Microbes can directly induce AMP and cytokines by interactions of their characteristic macromolecules (“patterns”) with Toll-like receptors and other “pattern” recognition systems (36
). G. vaginalis
is a gram-positive bacterium, as indicated by ultrastructural studies and the lack of lipopolysaccharide (29
), but its peptidoglycan content is unusually low. These characteristics may contribute to its ability to avoid triggering the inflammatory response that is induced by other microbes that cause vaginal infections, such as Candida albicans
. It has also been suggested that G. vaginalis
may actively suppress inflammation, but the specific mechanisms involved are still speculative.

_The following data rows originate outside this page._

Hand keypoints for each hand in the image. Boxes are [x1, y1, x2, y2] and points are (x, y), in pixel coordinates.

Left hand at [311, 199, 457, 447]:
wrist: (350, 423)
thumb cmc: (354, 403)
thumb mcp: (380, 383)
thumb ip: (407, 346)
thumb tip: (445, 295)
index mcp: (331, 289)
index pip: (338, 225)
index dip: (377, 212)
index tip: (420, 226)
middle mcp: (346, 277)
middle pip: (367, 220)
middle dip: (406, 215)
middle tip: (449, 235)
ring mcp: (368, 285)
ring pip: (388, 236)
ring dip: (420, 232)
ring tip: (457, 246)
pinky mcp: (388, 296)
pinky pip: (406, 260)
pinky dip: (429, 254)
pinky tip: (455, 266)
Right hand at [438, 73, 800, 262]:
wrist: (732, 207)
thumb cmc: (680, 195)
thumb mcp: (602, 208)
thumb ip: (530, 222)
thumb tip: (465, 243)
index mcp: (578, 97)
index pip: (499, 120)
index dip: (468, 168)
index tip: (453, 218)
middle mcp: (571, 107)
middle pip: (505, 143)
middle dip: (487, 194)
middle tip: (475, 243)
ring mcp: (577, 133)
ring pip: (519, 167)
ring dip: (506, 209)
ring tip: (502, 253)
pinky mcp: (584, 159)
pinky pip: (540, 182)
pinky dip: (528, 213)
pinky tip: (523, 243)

In vivo, BV flora appears to be less stimulatory than normal flora for the production of innate immune mediators, and this difference is replicated in vitro when organotypic vaginal epithelium is exposed to the BV agent G. vaginalis compared to the normally resident L. jensenii. By decreasing the stimulus to innate immunity, BV may produce a state of local immunosuppression that could increase susceptibility to HIV and other sexually transmitted diseases.